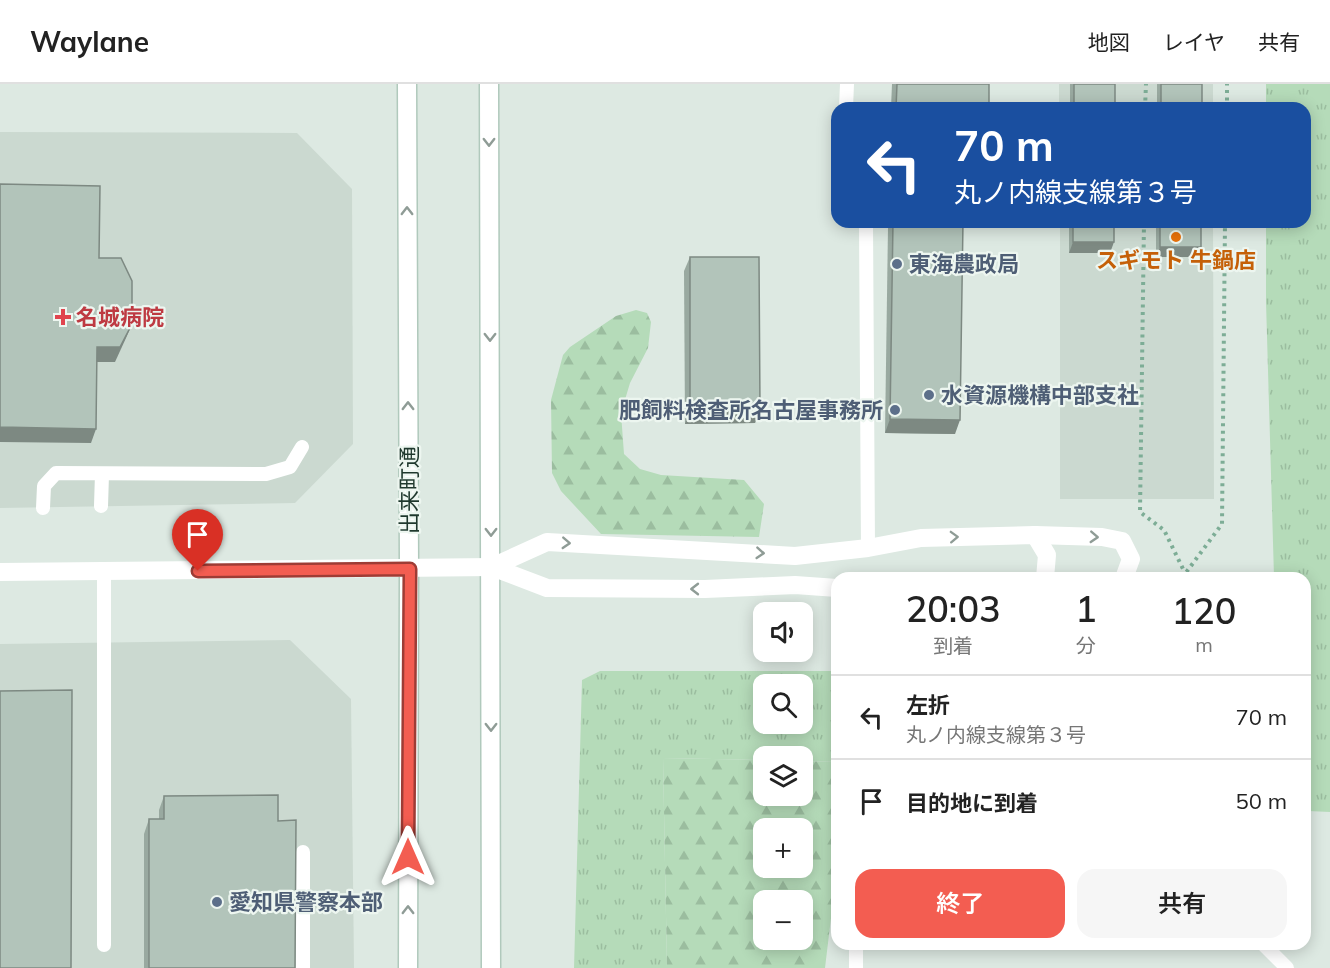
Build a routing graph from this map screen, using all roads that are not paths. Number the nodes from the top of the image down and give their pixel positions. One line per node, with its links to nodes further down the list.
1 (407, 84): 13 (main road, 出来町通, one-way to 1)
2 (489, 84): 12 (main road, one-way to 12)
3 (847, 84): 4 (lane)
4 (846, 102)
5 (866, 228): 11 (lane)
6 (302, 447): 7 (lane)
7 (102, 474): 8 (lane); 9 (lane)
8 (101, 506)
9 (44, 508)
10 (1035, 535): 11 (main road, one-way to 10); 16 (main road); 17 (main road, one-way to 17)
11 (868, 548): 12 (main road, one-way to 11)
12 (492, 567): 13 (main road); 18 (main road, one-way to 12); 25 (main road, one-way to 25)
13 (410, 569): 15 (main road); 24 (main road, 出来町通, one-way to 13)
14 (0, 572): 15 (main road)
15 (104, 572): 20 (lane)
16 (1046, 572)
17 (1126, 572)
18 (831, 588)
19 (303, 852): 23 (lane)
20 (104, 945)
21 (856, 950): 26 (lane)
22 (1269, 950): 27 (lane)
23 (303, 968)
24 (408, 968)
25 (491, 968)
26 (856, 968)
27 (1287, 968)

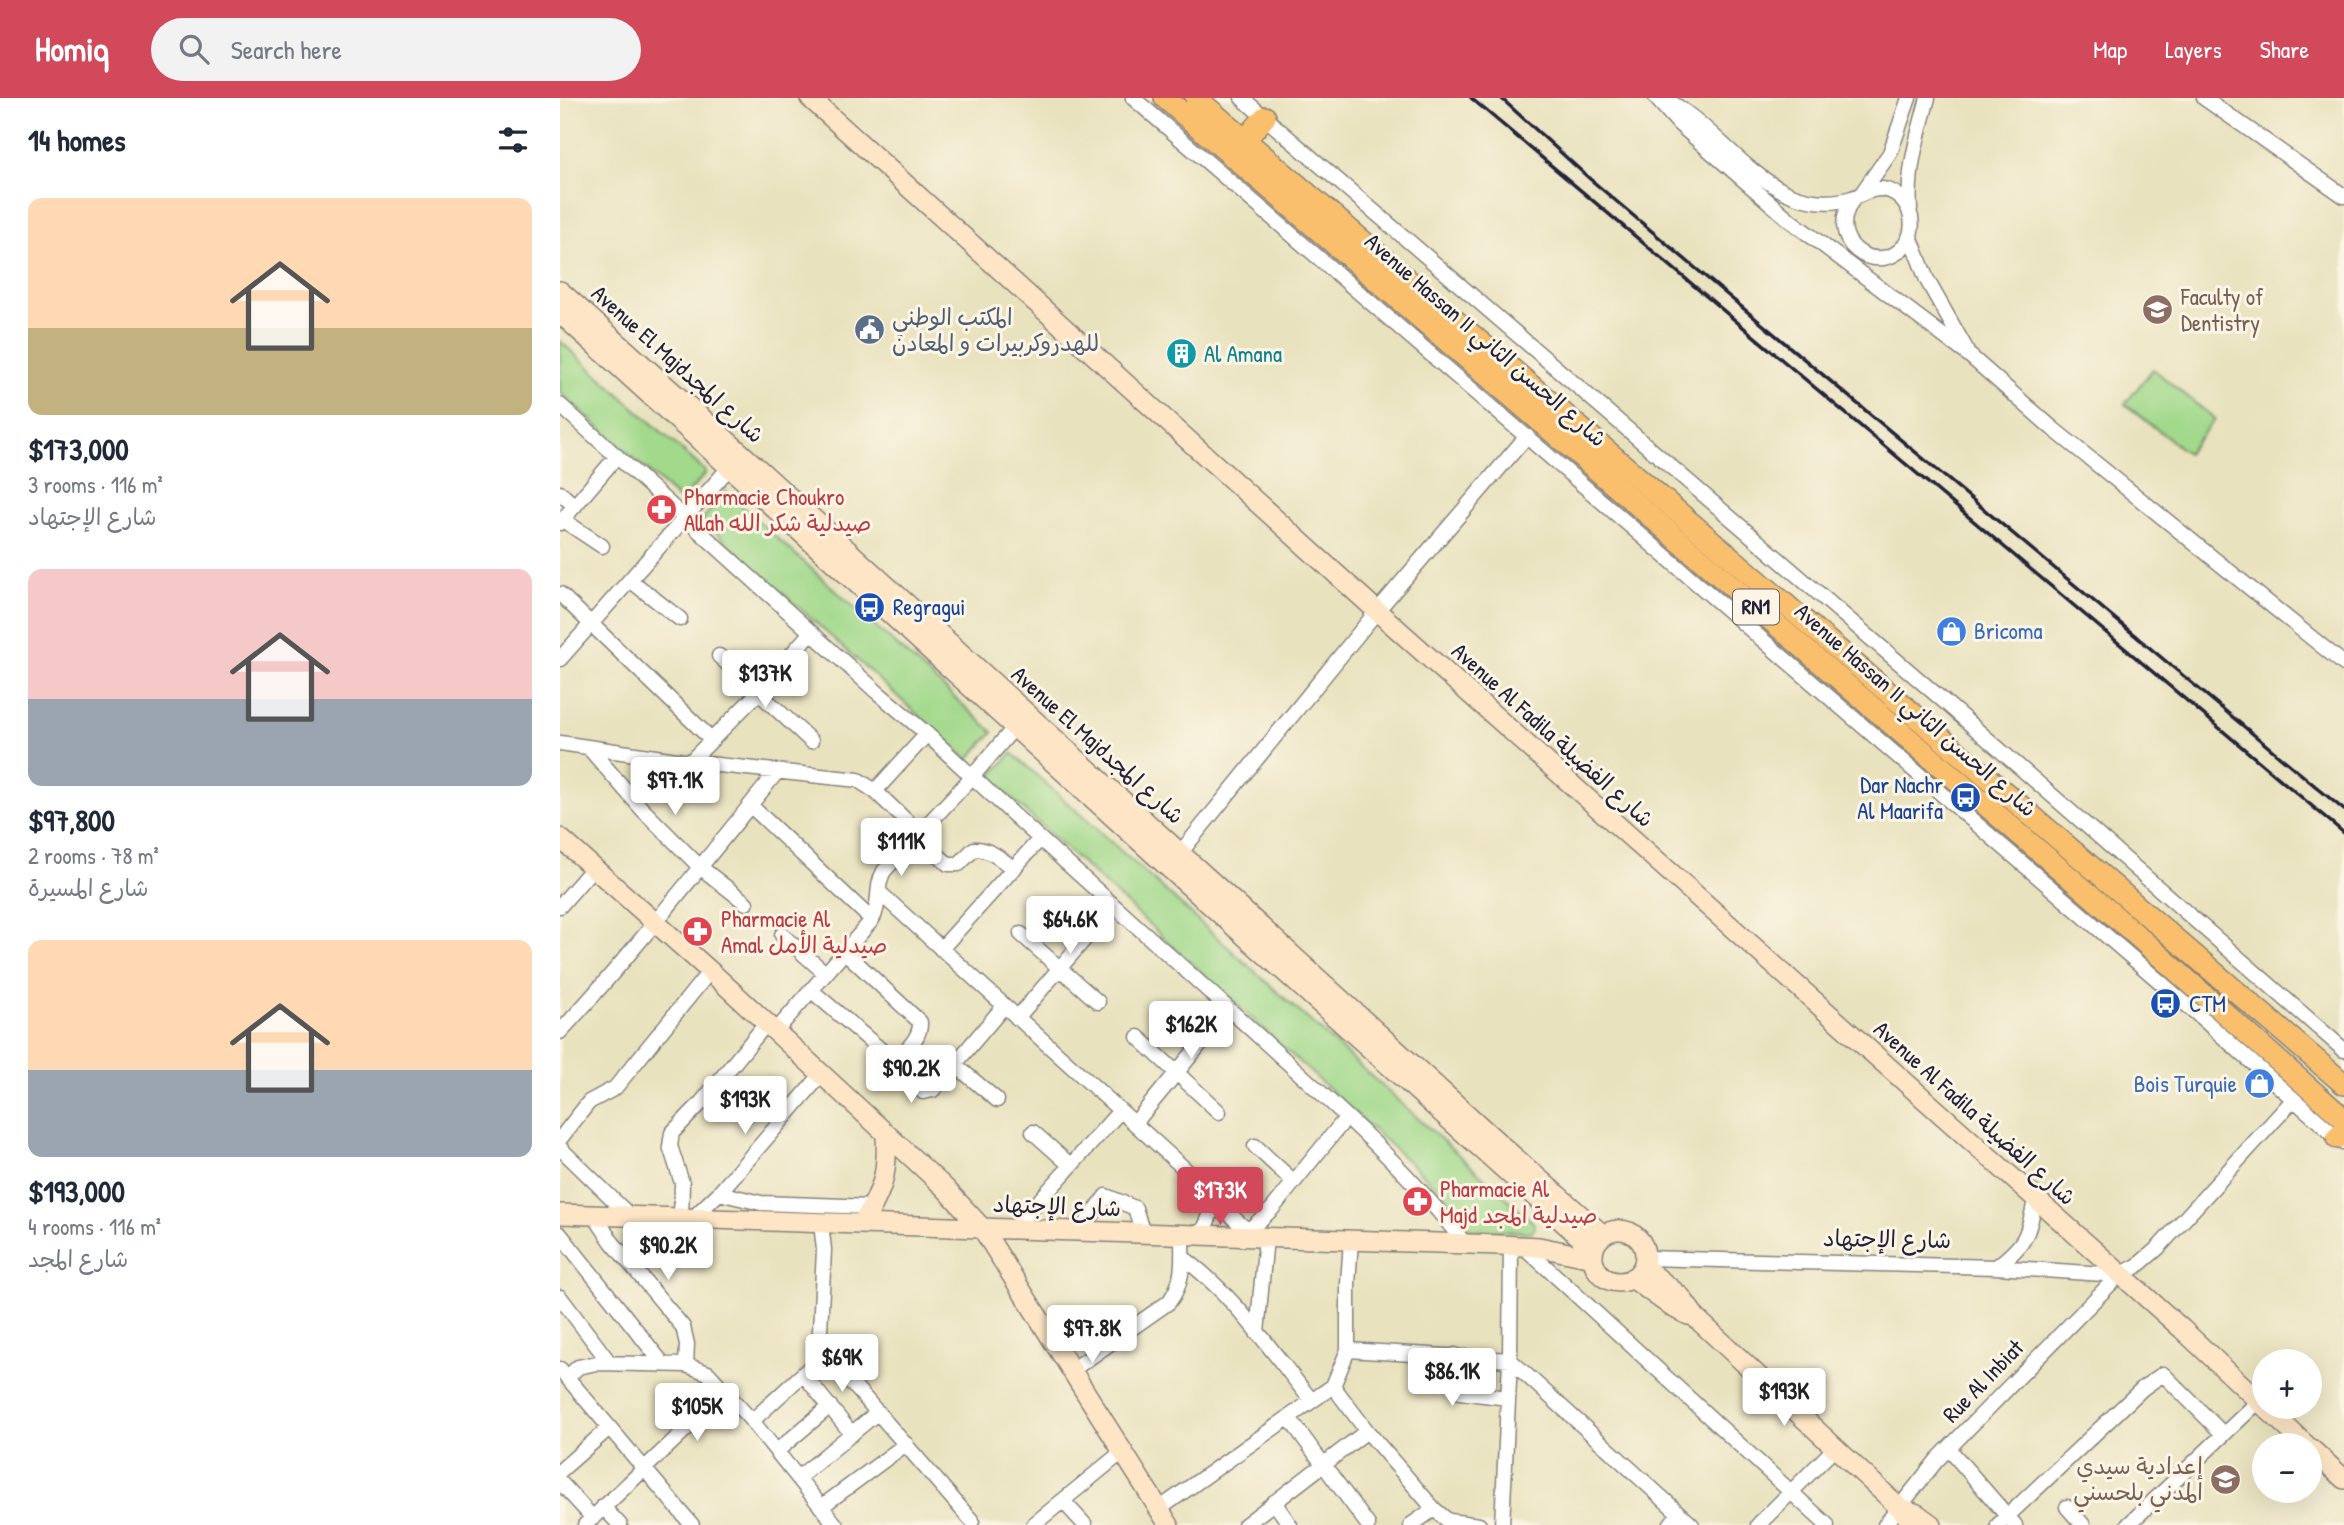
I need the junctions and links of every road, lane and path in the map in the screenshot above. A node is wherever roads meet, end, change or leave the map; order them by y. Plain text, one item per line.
§ §
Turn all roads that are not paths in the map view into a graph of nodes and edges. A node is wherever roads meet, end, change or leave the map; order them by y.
§ §
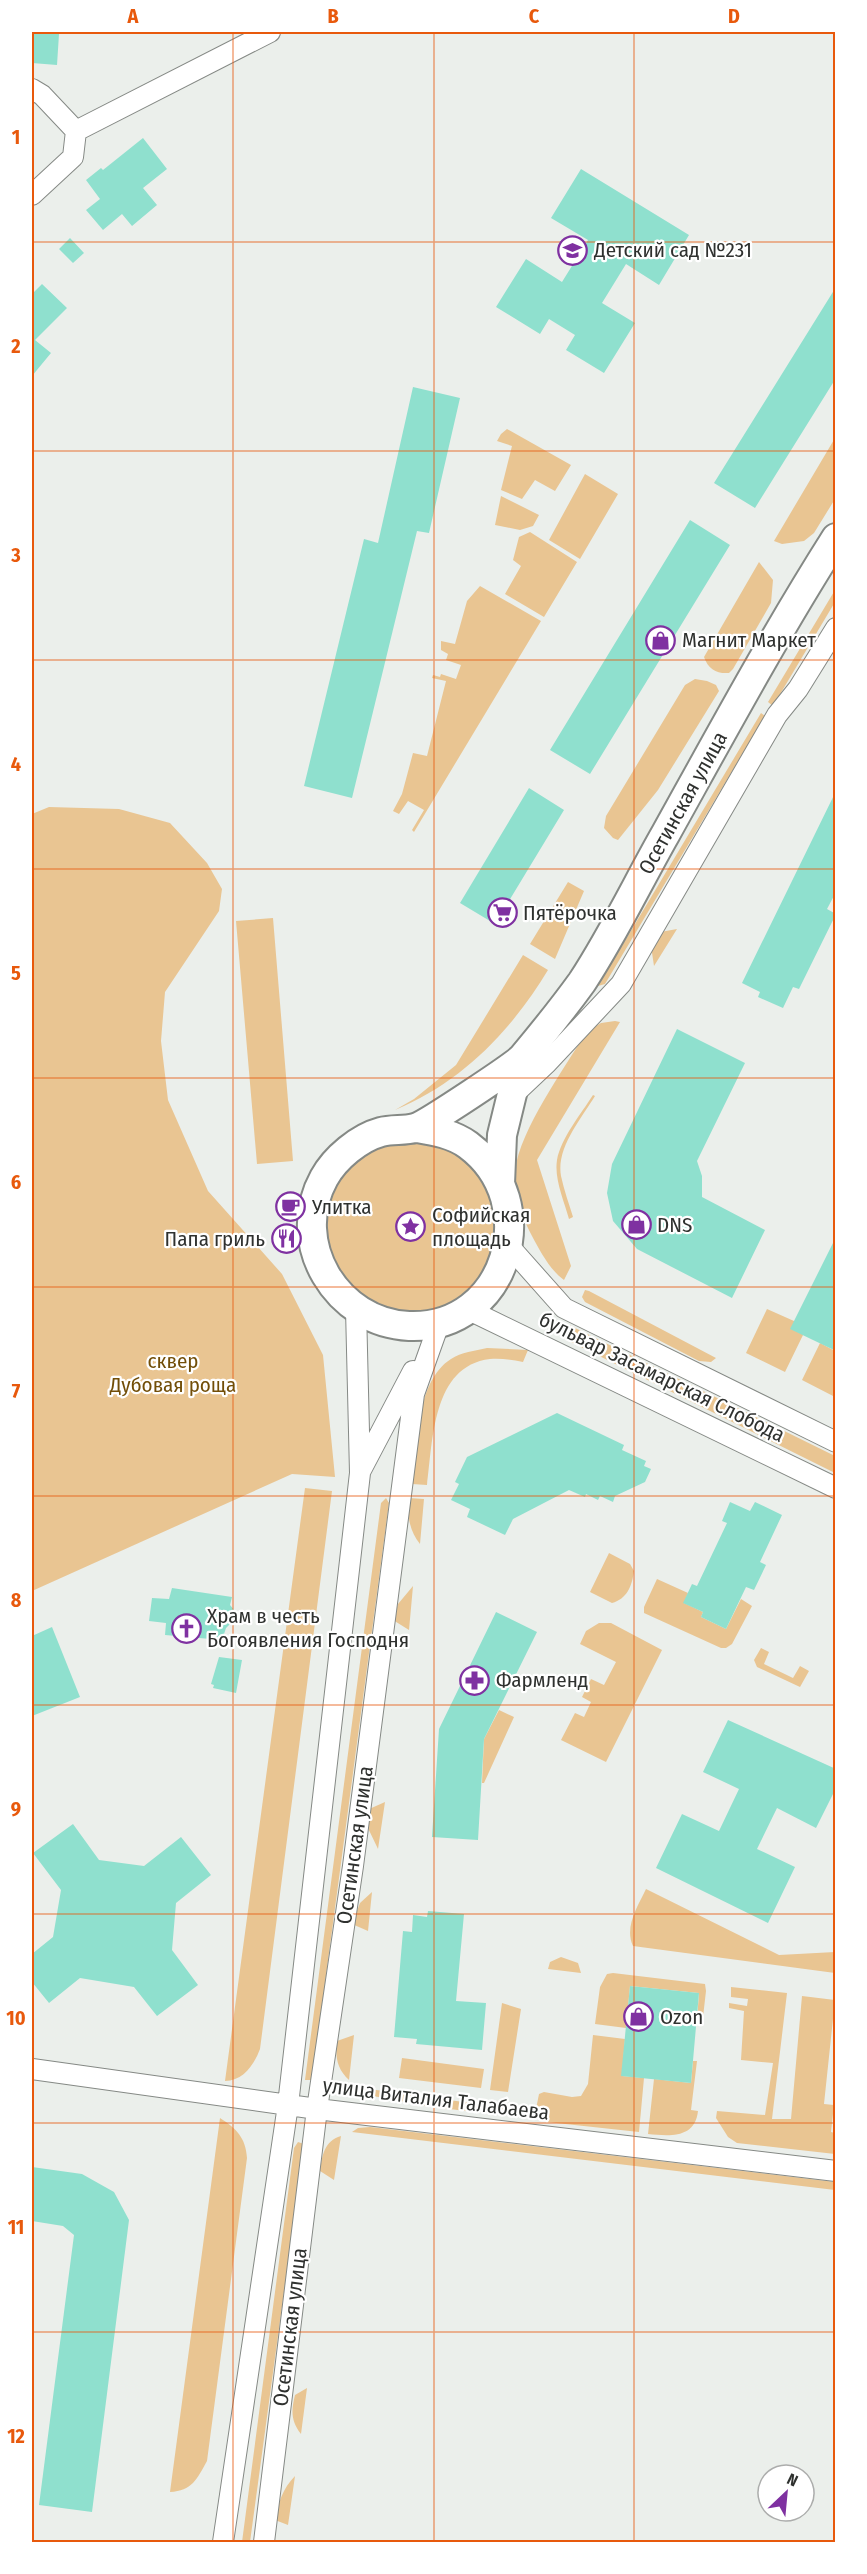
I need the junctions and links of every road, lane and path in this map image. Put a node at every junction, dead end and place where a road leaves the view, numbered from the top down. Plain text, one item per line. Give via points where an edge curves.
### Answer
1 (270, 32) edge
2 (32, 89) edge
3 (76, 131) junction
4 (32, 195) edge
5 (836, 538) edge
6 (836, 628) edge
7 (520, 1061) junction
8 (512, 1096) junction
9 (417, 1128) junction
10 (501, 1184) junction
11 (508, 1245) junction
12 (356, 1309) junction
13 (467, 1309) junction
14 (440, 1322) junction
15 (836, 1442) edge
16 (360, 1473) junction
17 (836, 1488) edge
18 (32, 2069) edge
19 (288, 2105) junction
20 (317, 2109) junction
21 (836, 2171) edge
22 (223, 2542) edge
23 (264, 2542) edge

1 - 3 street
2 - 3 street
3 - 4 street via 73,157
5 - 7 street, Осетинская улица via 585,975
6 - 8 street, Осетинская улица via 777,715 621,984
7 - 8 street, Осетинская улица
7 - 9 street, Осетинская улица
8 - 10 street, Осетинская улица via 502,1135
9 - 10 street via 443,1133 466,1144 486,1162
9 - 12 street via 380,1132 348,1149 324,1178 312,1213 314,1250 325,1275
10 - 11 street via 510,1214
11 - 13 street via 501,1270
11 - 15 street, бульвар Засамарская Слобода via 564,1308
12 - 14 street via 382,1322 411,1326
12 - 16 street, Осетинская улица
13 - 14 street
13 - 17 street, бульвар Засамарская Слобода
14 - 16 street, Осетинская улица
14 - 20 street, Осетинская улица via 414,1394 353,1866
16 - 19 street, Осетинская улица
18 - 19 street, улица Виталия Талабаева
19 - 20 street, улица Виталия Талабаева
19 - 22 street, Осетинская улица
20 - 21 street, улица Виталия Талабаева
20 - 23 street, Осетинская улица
§ §
For every line above with the word "view" in it, make a copy.

SOLUTION TO THIS PROBLEM
Turn all roads that are not paths in the map view into a graph of nodes and edges. A node is wherever roads meet, end, change or leave the map; order them by y.
I need the junctions and links of every road, lane and path in this map image. Put a node at every junction, dead end and place where a road leaves the view, numbered from the top down. Plain text, one item per line. Give via points where an edge curves.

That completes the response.